Work item >> Exact reproduction required: print each line of the material below.

Source material >>

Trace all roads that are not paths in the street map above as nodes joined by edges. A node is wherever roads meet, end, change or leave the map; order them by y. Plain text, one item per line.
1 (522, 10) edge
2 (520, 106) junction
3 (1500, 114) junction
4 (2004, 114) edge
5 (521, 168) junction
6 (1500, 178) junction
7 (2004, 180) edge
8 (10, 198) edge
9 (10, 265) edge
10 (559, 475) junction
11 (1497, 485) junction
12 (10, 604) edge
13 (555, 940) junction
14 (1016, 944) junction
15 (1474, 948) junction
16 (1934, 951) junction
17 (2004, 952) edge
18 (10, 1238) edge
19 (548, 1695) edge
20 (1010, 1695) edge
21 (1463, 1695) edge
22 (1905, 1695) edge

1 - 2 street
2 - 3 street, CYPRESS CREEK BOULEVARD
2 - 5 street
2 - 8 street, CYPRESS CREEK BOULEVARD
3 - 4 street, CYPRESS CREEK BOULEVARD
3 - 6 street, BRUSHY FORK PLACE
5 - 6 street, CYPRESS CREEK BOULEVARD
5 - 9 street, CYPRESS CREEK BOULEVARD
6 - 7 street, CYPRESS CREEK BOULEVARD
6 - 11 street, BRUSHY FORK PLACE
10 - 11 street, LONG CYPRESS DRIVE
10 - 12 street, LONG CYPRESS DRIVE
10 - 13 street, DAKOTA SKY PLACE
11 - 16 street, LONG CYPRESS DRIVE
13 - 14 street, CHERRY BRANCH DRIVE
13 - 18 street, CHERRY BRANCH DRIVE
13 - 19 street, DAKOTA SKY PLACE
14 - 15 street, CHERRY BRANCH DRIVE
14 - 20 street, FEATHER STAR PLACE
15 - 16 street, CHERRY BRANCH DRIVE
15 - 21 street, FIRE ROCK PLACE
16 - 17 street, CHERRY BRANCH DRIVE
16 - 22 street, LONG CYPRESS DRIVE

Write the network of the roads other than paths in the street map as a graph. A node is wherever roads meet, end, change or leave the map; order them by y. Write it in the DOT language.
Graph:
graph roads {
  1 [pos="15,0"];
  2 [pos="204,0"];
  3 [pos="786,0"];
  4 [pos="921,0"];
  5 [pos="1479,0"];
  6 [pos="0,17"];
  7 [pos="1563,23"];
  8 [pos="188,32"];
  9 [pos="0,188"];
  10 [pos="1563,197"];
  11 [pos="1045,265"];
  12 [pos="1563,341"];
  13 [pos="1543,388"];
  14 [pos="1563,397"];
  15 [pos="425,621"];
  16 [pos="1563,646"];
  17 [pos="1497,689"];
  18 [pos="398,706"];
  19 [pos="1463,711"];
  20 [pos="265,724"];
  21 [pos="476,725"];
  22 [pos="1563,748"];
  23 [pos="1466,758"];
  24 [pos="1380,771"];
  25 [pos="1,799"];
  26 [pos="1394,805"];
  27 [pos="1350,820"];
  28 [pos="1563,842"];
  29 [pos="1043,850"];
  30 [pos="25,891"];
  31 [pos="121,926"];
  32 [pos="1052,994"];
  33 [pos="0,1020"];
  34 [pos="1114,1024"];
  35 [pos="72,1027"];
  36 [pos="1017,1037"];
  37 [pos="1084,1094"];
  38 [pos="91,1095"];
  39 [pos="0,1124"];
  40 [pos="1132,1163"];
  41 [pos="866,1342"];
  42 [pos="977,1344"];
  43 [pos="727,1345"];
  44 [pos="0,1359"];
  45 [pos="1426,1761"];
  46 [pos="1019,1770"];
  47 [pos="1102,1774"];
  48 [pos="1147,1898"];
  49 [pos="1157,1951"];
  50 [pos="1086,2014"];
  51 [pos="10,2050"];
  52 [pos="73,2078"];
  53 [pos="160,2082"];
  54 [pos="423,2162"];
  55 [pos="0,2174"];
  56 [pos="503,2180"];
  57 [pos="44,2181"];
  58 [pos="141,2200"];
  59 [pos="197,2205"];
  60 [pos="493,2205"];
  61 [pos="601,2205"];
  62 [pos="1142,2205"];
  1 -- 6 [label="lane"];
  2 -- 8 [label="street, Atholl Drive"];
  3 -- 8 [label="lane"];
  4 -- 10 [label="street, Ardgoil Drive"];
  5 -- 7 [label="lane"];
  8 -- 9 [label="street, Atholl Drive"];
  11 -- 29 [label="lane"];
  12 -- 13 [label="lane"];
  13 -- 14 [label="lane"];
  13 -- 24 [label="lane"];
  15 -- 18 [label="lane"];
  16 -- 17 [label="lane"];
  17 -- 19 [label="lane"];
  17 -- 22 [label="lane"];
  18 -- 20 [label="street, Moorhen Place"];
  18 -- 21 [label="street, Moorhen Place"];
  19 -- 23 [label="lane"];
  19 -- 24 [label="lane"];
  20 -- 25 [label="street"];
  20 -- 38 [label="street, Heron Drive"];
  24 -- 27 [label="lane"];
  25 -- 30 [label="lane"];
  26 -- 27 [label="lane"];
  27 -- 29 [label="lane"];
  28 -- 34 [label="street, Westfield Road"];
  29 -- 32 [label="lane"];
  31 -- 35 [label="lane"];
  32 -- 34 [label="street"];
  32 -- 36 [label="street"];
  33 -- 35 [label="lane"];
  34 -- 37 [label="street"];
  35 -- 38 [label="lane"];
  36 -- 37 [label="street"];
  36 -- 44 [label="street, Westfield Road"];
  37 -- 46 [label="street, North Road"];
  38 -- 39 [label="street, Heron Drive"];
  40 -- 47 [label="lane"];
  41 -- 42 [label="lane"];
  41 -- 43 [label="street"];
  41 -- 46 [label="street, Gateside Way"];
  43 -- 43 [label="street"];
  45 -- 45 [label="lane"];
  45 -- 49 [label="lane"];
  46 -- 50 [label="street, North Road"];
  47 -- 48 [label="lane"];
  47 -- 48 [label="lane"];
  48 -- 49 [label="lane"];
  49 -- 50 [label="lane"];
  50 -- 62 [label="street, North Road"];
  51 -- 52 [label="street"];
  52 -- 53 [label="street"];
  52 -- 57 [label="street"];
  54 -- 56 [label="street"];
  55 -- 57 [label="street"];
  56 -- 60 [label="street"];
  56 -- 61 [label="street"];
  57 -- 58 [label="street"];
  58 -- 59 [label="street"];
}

Task response >>
Trace all roads that are not paths in the street map above as nodes joined by edges. A node is wherever roads meet, end, change or leave the map; order them by y. Plain text, one item per line.
1 (522, 10) edge
2 (520, 106) junction
3 (1500, 114) junction
4 (2004, 114) edge
5 (521, 168) junction
6 (1500, 178) junction
7 (2004, 180) edge
8 (10, 198) edge
9 (10, 265) edge
10 (559, 475) junction
11 (1497, 485) junction
12 (10, 604) edge
13 (555, 940) junction
14 (1016, 944) junction
15 (1474, 948) junction
16 (1934, 951) junction
17 (2004, 952) edge
18 (10, 1238) edge
19 (548, 1695) edge
20 (1010, 1695) edge
21 (1463, 1695) edge
22 (1905, 1695) edge

1 - 2 street
2 - 3 street, CYPRESS CREEK BOULEVARD
2 - 5 street
2 - 8 street, CYPRESS CREEK BOULEVARD
3 - 4 street, CYPRESS CREEK BOULEVARD
3 - 6 street, BRUSHY FORK PLACE
5 - 6 street, CYPRESS CREEK BOULEVARD
5 - 9 street, CYPRESS CREEK BOULEVARD
6 - 7 street, CYPRESS CREEK BOULEVARD
6 - 11 street, BRUSHY FORK PLACE
10 - 11 street, LONG CYPRESS DRIVE
10 - 12 street, LONG CYPRESS DRIVE
10 - 13 street, DAKOTA SKY PLACE
11 - 16 street, LONG CYPRESS DRIVE
13 - 14 street, CHERRY BRANCH DRIVE
13 - 18 street, CHERRY BRANCH DRIVE
13 - 19 street, DAKOTA SKY PLACE
14 - 15 street, CHERRY BRANCH DRIVE
14 - 20 street, FEATHER STAR PLACE
15 - 16 street, CHERRY BRANCH DRIVE
15 - 21 street, FIRE ROCK PLACE
16 - 17 street, CHERRY BRANCH DRIVE
16 - 22 street, LONG CYPRESS DRIVE

Write the network of the roads other than paths in the street map as a graph. A node is wherever roads meet, end, change or leave the map; order them by y. Write it in the DOT language.
Graph:
graph roads {
  1 [pos="15,0"];
  2 [pos="204,0"];
  3 [pos="786,0"];
  4 [pos="921,0"];
  5 [pos="1479,0"];
  6 [pos="0,17"];
  7 [pos="1563,23"];
  8 [pos="188,32"];
  9 [pos="0,188"];
  10 [pos="1563,197"];
  11 [pos="1045,265"];
  12 [pos="1563,341"];
  13 [pos="1543,388"];
  14 [pos="1563,397"];
  15 [pos="425,621"];
  16 [pos="1563,646"];
  17 [pos="1497,689"];
  18 [pos="398,706"];
  19 [pos="1463,711"];
  20 [pos="265,724"];
  21 [pos="476,725"];
  22 [pos="1563,748"];
  23 [pos="1466,758"];
  24 [pos="1380,771"];
  25 [pos="1,799"];
  26 [pos="1394,805"];
  27 [pos="1350,820"];
  28 [pos="1563,842"];
  29 [pos="1043,850"];
  30 [pos="25,891"];
  31 [pos="121,926"];
  32 [pos="1052,994"];
  33 [pos="0,1020"];
  34 [pos="1114,1024"];
  35 [pos="72,1027"];
  36 [pos="1017,1037"];
  37 [pos="1084,1094"];
  38 [pos="91,1095"];
  39 [pos="0,1124"];
  40 [pos="1132,1163"];
  41 [pos="866,1342"];
  42 [pos="977,1344"];
  43 [pos="727,1345"];
  44 [pos="0,1359"];
  45 [pos="1426,1761"];
  46 [pos="1019,1770"];
  47 [pos="1102,1774"];
  48 [pos="1147,1898"];
  49 [pos="1157,1951"];
  50 [pos="1086,2014"];
  51 [pos="10,2050"];
  52 [pos="73,2078"];
  53 [pos="160,2082"];
  54 [pos="423,2162"];
  55 [pos="0,2174"];
  56 [pos="503,2180"];
  57 [pos="44,2181"];
  58 [pos="141,2200"];
  59 [pos="197,2205"];
  60 [pos="493,2205"];
  61 [pos="601,2205"];
  62 [pos="1142,2205"];
  1 -- 6 [label="lane"];
  2 -- 8 [label="street, Atholl Drive"];
  3 -- 8 [label="lane"];
  4 -- 10 [label="street, Ardgoil Drive"];
  5 -- 7 [label="lane"];
  8 -- 9 [label="street, Atholl Drive"];
  11 -- 29 [label="lane"];
  12 -- 13 [label="lane"];
  13 -- 14 [label="lane"];
  13 -- 24 [label="lane"];
  15 -- 18 [label="lane"];
  16 -- 17 [label="lane"];
  17 -- 19 [label="lane"];
  17 -- 22 [label="lane"];
  18 -- 20 [label="street, Moorhen Place"];
  18 -- 21 [label="street, Moorhen Place"];
  19 -- 23 [label="lane"];
  19 -- 24 [label="lane"];
  20 -- 25 [label="street"];
  20 -- 38 [label="street, Heron Drive"];
  24 -- 27 [label="lane"];
  25 -- 30 [label="lane"];
  26 -- 27 [label="lane"];
  27 -- 29 [label="lane"];
  28 -- 34 [label="street, Westfield Road"];
  29 -- 32 [label="lane"];
  31 -- 35 [label="lane"];
  32 -- 34 [label="street"];
  32 -- 36 [label="street"];
  33 -- 35 [label="lane"];
  34 -- 37 [label="street"];
  35 -- 38 [label="lane"];
  36 -- 37 [label="street"];
  36 -- 44 [label="street, Westfield Road"];
  37 -- 46 [label="street, North Road"];
  38 -- 39 [label="street, Heron Drive"];
  40 -- 47 [label="lane"];
  41 -- 42 [label="lane"];
  41 -- 43 [label="street"];
  41 -- 46 [label="street, Gateside Way"];
  43 -- 43 [label="street"];
  45 -- 45 [label="lane"];
  45 -- 49 [label="lane"];
  46 -- 50 [label="street, North Road"];
  47 -- 48 [label="lane"];
  47 -- 48 [label="lane"];
  48 -- 49 [label="lane"];
  49 -- 50 [label="lane"];
  50 -- 62 [label="street, North Road"];
  51 -- 52 [label="street"];
  52 -- 53 [label="street"];
  52 -- 57 [label="street"];
  54 -- 56 [label="street"];
  55 -- 57 [label="street"];
  56 -- 60 [label="street"];
  56 -- 61 [label="street"];
  57 -- 58 [label="street"];
  58 -- 59 [label="street"];
}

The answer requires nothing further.